### Collected data:
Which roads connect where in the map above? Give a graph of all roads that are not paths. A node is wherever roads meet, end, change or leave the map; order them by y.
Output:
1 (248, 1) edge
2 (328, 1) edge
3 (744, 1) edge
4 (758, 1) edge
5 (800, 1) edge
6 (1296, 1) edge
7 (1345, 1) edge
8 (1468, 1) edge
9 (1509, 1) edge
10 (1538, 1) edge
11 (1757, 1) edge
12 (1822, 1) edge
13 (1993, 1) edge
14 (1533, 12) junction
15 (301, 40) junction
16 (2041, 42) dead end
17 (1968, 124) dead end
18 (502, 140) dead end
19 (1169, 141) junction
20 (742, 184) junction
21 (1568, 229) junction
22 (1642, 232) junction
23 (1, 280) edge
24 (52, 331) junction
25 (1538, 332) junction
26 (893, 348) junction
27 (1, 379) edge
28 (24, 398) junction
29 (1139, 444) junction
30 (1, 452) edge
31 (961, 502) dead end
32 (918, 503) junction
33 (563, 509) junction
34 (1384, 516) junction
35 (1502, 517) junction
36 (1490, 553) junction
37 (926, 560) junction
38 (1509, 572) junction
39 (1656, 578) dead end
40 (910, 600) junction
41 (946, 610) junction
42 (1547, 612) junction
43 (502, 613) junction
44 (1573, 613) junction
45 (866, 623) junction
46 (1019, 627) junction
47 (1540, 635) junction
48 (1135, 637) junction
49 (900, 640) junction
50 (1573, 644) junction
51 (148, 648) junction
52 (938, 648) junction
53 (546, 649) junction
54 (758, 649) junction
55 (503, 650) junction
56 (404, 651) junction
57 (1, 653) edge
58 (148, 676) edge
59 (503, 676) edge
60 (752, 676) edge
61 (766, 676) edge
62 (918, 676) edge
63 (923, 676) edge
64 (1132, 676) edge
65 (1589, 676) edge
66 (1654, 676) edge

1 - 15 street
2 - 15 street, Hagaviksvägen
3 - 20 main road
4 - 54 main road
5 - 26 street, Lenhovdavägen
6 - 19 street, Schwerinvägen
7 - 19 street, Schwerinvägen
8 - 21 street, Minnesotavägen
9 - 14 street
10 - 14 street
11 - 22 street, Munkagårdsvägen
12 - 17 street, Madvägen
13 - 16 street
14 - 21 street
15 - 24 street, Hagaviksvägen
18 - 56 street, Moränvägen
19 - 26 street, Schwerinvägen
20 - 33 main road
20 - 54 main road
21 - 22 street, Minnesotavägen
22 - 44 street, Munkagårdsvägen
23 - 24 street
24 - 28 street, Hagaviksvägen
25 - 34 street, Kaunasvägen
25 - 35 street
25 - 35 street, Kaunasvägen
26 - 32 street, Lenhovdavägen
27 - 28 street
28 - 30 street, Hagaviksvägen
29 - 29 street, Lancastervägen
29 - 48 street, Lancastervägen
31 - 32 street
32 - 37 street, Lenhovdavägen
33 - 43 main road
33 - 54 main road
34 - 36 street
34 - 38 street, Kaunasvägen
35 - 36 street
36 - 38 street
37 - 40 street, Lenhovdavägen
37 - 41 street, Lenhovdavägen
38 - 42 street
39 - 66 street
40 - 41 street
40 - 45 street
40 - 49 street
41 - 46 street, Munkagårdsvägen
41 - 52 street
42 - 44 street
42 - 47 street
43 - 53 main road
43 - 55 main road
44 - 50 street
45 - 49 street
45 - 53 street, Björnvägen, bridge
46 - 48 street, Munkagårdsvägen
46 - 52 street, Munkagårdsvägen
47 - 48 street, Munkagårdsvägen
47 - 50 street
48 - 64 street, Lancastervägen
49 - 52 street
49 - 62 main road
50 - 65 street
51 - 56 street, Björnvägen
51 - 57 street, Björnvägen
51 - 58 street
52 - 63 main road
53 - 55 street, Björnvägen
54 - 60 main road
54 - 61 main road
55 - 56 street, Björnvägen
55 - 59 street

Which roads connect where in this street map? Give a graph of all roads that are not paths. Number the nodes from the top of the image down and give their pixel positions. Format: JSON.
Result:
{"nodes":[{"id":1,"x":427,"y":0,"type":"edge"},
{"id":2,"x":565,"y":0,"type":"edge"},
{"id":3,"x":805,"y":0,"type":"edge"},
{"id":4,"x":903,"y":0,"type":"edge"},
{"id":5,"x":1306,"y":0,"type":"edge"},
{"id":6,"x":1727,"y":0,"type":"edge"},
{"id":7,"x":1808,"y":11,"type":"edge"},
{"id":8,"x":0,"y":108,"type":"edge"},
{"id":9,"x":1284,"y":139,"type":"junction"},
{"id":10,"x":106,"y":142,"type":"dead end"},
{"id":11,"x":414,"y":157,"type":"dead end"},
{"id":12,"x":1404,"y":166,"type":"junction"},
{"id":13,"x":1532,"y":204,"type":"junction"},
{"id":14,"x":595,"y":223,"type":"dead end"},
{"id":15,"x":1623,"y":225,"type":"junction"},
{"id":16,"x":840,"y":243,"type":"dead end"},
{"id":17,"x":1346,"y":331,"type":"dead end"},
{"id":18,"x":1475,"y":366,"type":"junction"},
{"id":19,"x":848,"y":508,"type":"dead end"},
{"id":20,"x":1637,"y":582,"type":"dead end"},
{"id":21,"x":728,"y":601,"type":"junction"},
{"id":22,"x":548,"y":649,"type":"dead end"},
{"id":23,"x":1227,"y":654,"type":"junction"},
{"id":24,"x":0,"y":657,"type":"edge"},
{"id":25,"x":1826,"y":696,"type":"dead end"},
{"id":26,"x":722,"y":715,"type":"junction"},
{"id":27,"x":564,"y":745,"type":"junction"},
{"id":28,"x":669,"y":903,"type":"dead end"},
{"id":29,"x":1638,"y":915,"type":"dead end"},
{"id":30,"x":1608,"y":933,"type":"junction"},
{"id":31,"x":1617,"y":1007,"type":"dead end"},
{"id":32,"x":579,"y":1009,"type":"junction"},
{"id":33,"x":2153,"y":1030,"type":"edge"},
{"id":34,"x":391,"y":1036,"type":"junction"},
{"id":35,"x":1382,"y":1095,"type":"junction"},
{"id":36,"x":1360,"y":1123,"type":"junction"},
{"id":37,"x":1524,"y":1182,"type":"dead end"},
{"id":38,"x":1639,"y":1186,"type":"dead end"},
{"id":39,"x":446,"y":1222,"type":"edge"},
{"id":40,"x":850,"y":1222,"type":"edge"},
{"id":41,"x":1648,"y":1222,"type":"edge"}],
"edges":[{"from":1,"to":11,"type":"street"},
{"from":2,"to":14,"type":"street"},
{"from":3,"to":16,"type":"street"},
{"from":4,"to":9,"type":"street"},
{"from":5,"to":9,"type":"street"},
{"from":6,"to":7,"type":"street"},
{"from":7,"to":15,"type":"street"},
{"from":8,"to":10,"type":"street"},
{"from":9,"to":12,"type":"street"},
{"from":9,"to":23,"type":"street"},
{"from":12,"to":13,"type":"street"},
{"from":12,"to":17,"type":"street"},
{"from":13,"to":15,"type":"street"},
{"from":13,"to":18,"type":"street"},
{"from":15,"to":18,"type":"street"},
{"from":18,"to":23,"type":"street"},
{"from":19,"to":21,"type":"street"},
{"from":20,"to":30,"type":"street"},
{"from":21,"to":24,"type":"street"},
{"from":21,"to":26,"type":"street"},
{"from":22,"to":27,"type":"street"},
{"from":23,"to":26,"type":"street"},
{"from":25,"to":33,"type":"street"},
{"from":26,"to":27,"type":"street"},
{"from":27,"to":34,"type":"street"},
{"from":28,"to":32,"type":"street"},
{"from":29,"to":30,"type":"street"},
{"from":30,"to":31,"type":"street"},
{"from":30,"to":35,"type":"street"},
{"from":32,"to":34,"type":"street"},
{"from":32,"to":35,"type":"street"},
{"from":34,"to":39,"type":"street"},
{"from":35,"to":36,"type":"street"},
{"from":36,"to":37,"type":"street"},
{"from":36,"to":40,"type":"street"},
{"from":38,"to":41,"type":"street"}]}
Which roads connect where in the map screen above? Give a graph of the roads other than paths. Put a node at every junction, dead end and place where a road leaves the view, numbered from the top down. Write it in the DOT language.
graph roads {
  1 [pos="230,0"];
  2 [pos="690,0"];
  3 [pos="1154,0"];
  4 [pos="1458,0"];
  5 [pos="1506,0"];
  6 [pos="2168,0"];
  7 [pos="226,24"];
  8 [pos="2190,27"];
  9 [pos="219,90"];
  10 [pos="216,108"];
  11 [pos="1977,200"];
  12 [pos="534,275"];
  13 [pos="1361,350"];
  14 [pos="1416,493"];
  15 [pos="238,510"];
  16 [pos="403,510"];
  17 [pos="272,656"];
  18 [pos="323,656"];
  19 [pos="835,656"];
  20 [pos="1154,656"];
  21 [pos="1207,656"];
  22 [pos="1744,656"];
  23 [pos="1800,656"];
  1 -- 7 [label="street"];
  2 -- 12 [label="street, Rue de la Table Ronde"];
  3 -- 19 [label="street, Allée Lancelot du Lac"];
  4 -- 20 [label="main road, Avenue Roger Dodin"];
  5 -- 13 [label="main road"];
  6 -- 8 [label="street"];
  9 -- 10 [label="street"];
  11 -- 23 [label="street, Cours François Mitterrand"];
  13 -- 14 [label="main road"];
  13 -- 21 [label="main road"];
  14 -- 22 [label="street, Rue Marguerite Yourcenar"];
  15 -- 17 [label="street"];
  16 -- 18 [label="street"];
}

### Task directions:
Based on the records above, count the lines in which "Munkagårdsvägen" occurs and provide only the number.

### Exercise solution:
6